* Exercise prompt:
Please reproduce each of the entries below exactly as they appear.

* Data to examine:
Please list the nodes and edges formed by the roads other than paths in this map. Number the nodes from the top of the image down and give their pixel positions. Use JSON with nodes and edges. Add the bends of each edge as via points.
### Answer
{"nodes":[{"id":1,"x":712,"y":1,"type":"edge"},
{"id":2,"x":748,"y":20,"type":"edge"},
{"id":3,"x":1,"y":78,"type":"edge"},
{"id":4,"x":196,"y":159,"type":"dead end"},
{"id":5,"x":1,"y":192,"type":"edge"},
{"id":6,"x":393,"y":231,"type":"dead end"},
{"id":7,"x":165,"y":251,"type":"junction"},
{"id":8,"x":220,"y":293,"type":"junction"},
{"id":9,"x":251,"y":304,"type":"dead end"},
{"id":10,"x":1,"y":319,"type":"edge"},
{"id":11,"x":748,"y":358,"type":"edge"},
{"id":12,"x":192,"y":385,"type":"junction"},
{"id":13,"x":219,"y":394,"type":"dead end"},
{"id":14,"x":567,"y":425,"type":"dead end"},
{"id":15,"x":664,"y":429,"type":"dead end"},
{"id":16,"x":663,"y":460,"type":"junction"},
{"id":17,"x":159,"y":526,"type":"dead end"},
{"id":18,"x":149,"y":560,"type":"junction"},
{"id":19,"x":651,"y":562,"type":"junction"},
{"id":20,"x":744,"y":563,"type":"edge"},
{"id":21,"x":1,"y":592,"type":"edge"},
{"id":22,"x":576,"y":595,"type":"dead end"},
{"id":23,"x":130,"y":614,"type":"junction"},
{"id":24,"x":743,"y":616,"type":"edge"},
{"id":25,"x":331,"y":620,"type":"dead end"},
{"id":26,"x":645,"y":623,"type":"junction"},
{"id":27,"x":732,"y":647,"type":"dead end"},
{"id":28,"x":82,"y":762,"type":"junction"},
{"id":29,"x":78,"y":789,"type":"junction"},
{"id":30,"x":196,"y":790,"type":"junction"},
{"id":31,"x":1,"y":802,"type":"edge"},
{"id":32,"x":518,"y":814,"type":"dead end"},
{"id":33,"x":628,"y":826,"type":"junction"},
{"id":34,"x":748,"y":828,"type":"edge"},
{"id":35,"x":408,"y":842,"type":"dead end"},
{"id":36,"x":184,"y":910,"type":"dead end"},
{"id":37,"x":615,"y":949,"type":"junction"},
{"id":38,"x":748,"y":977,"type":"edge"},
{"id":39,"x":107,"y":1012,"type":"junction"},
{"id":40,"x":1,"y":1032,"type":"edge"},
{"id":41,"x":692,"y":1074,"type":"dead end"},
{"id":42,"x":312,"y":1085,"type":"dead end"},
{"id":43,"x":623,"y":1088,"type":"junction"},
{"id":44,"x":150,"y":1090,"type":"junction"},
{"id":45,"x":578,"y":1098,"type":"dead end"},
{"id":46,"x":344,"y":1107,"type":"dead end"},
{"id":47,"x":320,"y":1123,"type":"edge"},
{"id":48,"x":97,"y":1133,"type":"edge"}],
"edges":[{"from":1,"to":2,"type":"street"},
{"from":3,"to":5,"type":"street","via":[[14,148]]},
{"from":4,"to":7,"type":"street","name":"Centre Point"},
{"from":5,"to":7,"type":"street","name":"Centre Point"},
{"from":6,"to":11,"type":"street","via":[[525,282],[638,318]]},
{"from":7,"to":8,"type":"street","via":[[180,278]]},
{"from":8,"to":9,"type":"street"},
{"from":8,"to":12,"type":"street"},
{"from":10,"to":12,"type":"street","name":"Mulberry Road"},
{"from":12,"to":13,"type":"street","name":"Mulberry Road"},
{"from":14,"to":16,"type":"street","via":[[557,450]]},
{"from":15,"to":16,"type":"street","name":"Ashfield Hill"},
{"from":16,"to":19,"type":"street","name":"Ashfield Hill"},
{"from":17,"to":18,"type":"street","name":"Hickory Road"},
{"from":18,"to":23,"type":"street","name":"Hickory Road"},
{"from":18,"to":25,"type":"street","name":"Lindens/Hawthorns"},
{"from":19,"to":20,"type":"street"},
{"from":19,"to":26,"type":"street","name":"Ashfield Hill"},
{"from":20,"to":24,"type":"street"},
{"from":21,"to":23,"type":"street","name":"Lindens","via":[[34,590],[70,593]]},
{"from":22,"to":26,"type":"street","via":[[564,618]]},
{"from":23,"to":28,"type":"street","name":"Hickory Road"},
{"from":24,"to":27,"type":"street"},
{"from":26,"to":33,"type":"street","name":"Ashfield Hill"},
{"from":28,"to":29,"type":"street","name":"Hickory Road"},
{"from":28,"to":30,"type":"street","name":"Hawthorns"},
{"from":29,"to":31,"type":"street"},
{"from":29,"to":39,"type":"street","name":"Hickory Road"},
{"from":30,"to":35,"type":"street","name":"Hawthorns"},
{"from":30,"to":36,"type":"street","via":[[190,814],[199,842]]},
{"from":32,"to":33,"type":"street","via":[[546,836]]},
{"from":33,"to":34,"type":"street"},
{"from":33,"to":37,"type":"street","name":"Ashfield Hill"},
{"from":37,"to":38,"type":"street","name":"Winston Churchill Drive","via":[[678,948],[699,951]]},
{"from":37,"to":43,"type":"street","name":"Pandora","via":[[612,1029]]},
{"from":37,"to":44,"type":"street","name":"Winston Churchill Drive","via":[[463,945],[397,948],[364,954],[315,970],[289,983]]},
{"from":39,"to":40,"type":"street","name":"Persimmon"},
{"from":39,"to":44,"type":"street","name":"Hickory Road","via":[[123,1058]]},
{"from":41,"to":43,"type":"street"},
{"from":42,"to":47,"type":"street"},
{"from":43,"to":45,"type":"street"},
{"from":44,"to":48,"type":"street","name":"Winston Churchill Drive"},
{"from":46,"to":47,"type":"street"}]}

* Answer space:
Please list the nodes and edges formed by the roads other than paths in this map. Number the nodes from the top of the image down and give their pixel positions. Use JSON with nodes and edges. Add the bends of each edge as via points.
### Answer
{"nodes":[{"id":1,"x":712,"y":1,"type":"edge"},
{"id":2,"x":748,"y":20,"type":"edge"},
{"id":3,"x":1,"y":78,"type":"edge"},
{"id":4,"x":196,"y":159,"type":"dead end"},
{"id":5,"x":1,"y":192,"type":"edge"},
{"id":6,"x":393,"y":231,"type":"dead end"},
{"id":7,"x":165,"y":251,"type":"junction"},
{"id":8,"x":220,"y":293,"type":"junction"},
{"id":9,"x":251,"y":304,"type":"dead end"},
{"id":10,"x":1,"y":319,"type":"edge"},
{"id":11,"x":748,"y":358,"type":"edge"},
{"id":12,"x":192,"y":385,"type":"junction"},
{"id":13,"x":219,"y":394,"type":"dead end"},
{"id":14,"x":567,"y":425,"type":"dead end"},
{"id":15,"x":664,"y":429,"type":"dead end"},
{"id":16,"x":663,"y":460,"type":"junction"},
{"id":17,"x":159,"y":526,"type":"dead end"},
{"id":18,"x":149,"y":560,"type":"junction"},
{"id":19,"x":651,"y":562,"type":"junction"},
{"id":20,"x":744,"y":563,"type":"edge"},
{"id":21,"x":1,"y":592,"type":"edge"},
{"id":22,"x":576,"y":595,"type":"dead end"},
{"id":23,"x":130,"y":614,"type":"junction"},
{"id":24,"x":743,"y":616,"type":"edge"},
{"id":25,"x":331,"y":620,"type":"dead end"},
{"id":26,"x":645,"y":623,"type":"junction"},
{"id":27,"x":732,"y":647,"type":"dead end"},
{"id":28,"x":82,"y":762,"type":"junction"},
{"id":29,"x":78,"y":789,"type":"junction"},
{"id":30,"x":196,"y":790,"type":"junction"},
{"id":31,"x":1,"y":802,"type":"edge"},
{"id":32,"x":518,"y":814,"type":"dead end"},
{"id":33,"x":628,"y":826,"type":"junction"},
{"id":34,"x":748,"y":828,"type":"edge"},
{"id":35,"x":408,"y":842,"type":"dead end"},
{"id":36,"x":184,"y":910,"type":"dead end"},
{"id":37,"x":615,"y":949,"type":"junction"},
{"id":38,"x":748,"y":977,"type":"edge"},
{"id":39,"x":107,"y":1012,"type":"junction"},
{"id":40,"x":1,"y":1032,"type":"edge"},
{"id":41,"x":692,"y":1074,"type":"dead end"},
{"id":42,"x":312,"y":1085,"type":"dead end"},
{"id":43,"x":623,"y":1088,"type":"junction"},
{"id":44,"x":150,"y":1090,"type":"junction"},
{"id":45,"x":578,"y":1098,"type":"dead end"},
{"id":46,"x":344,"y":1107,"type":"dead end"},
{"id":47,"x":320,"y":1123,"type":"edge"},
{"id":48,"x":97,"y":1133,"type":"edge"}],
"edges":[{"from":1,"to":2,"type":"street"},
{"from":3,"to":5,"type":"street","via":[[14,148]]},
{"from":4,"to":7,"type":"street","name":"Centre Point"},
{"from":5,"to":7,"type":"street","name":"Centre Point"},
{"from":6,"to":11,"type":"street","via":[[525,282],[638,318]]},
{"from":7,"to":8,"type":"street","via":[[180,278]]},
{"from":8,"to":9,"type":"street"},
{"from":8,"to":12,"type":"street"},
{"from":10,"to":12,"type":"street","name":"Mulberry Road"},
{"from":12,"to":13,"type":"street","name":"Mulberry Road"},
{"from":14,"to":16,"type":"street","via":[[557,450]]},
{"from":15,"to":16,"type":"street","name":"Ashfield Hill"},
{"from":16,"to":19,"type":"street","name":"Ashfield Hill"},
{"from":17,"to":18,"type":"street","name":"Hickory Road"},
{"from":18,"to":23,"type":"street","name":"Hickory Road"},
{"from":18,"to":25,"type":"street","name":"Lindens/Hawthorns"},
{"from":19,"to":20,"type":"street"},
{"from":19,"to":26,"type":"street","name":"Ashfield Hill"},
{"from":20,"to":24,"type":"street"},
{"from":21,"to":23,"type":"street","name":"Lindens","via":[[34,590],[70,593]]},
{"from":22,"to":26,"type":"street","via":[[564,618]]},
{"from":23,"to":28,"type":"street","name":"Hickory Road"},
{"from":24,"to":27,"type":"street"},
{"from":26,"to":33,"type":"street","name":"Ashfield Hill"},
{"from":28,"to":29,"type":"street","name":"Hickory Road"},
{"from":28,"to":30,"type":"street","name":"Hawthorns"},
{"from":29,"to":31,"type":"street"},
{"from":29,"to":39,"type":"street","name":"Hickory Road"},
{"from":30,"to":35,"type":"street","name":"Hawthorns"},
{"from":30,"to":36,"type":"street","via":[[190,814],[199,842]]},
{"from":32,"to":33,"type":"street","via":[[546,836]]},
{"from":33,"to":34,"type":"street"},
{"from":33,"to":37,"type":"street","name":"Ashfield Hill"},
{"from":37,"to":38,"type":"street","name":"Winston Churchill Drive","via":[[678,948],[699,951]]},
{"from":37,"to":43,"type":"street","name":"Pandora","via":[[612,1029]]},
{"from":37,"to":44,"type":"street","name":"Winston Churchill Drive","via":[[463,945],[397,948],[364,954],[315,970],[289,983]]},
{"from":39,"to":40,"type":"street","name":"Persimmon"},
{"from":39,"to":44,"type":"street","name":"Hickory Road","via":[[123,1058]]},
{"from":41,"to":43,"type":"street"},
{"from":42,"to":47,"type":"street"},
{"from":43,"to":45,"type":"street"},
{"from":44,"to":48,"type":"street","name":"Winston Churchill Drive"},
{"from":46,"to":47,"type":"street"}]}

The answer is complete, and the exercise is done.